On Dec 21, 2010, at 4:01 PM, Oliver Hunt wrote:

> function MyAwesomeThing() {
>    ....
> }
> 
> MyAwesomeThing.prototype.myCoolFunction = function() {
>    if (!this._myCachedHotness)
>        this._myCachedHotness = doExpensiveThing(this)
>    return this._myCachedHotness;
> }
> 
> I see this nifty private names feature, and say "cool! now i can make my 
> cache super secret!" and do:
> 
> MyAwesomeThing.prototype.myCoolFunction = function() {
>    private cachedHotness;
>    if (!this.cachedHotness)
>        this.cachedHotness = doExpensiveThing(this)
>    return this.cachedHotness;
> }
> 
> I would _expect_ this to work.  That's what the syntax makes me think.  But 
> it won't work because 'cachedHotness' is going to be different on every call 
> (at least to my reading).
> 
> I am not trying to argue that making the above work is impossible -- you just 
> need to use a few closures to get everything into the right place.  But it is 
> contrary to what I might expect or want.

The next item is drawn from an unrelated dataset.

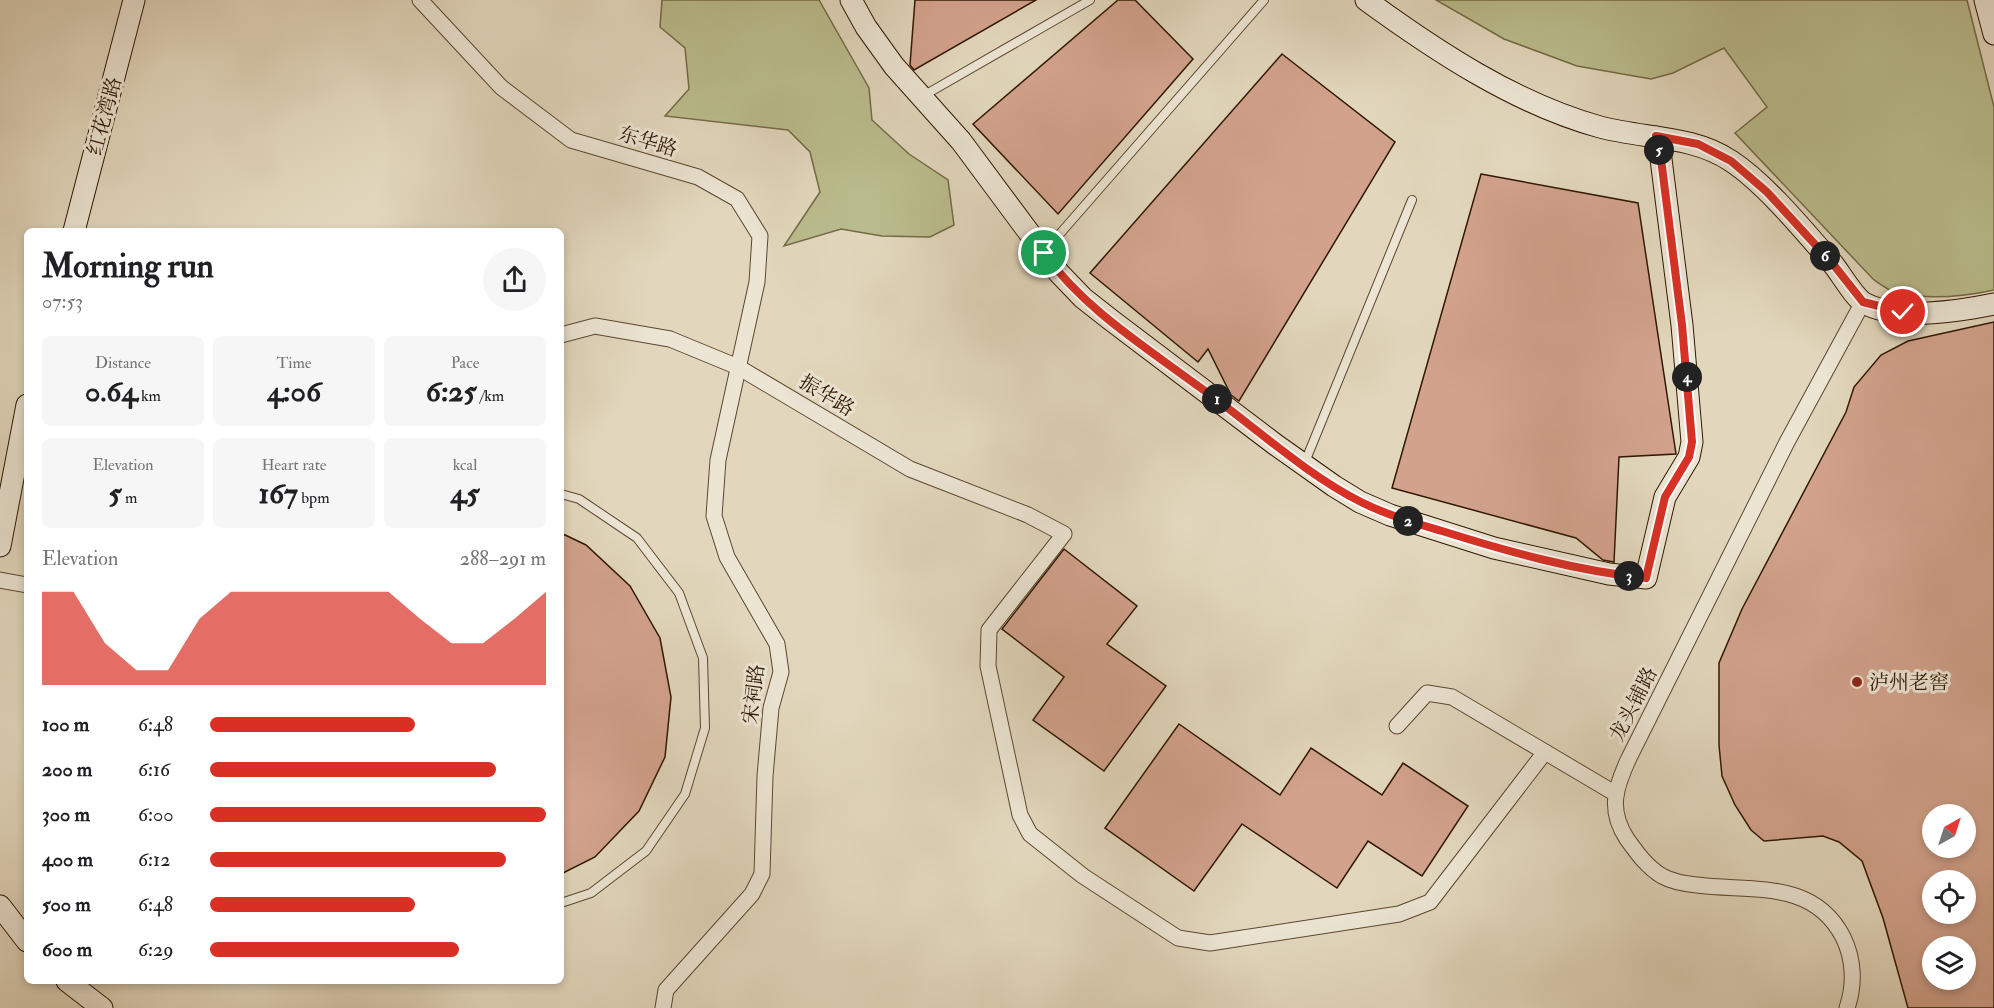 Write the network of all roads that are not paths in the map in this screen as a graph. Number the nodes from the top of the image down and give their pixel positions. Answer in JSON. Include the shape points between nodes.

I don't think there is any new issue here we don't already have with things 
like closure captured object state or prototype construction such as:

function awesomeFactory(a,b) {
    const awesomeProto = { ...};  //oops, better move this outside of 
awesomeFactory!!
    return Object.create(awesomeProto, {a: {value:a}, b: {value:b}});
}

Personally, I think function own (aka static) declarations are a good solution 
to this problem and could be apply equally well to private name declarations.  
However, that's not something that I want to put on the table at this time.